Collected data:
+-------+
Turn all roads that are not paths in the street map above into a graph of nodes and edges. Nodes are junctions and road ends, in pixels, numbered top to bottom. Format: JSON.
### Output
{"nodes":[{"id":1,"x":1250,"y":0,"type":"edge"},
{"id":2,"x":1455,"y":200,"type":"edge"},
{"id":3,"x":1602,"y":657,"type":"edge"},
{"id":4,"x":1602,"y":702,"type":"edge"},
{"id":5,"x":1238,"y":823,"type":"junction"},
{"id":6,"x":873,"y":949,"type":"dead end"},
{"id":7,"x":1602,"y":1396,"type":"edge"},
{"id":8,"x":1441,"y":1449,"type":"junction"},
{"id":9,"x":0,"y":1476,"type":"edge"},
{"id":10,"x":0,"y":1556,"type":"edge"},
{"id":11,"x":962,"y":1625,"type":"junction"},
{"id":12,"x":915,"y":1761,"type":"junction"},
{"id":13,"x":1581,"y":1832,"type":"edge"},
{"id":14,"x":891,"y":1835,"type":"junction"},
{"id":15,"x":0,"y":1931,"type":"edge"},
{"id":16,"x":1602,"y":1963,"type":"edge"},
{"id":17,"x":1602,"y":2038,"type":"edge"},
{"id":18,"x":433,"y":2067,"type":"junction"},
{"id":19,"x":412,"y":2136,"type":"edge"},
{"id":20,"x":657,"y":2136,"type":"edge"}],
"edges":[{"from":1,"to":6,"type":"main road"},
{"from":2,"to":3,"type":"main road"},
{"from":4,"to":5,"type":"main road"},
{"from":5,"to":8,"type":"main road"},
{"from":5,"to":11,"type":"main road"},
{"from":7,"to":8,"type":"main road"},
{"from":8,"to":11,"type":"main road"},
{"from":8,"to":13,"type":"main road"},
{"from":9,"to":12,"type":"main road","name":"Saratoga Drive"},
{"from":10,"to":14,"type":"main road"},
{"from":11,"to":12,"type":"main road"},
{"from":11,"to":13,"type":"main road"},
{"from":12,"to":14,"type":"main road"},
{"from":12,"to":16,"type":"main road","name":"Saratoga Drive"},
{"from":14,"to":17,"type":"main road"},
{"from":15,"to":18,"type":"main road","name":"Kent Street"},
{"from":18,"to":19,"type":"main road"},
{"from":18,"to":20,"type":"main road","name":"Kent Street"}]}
+-------+
Go through the entries above and count the lines with the word "Kent", then give only that number.

▶ [EXERCISE RESULT]: 2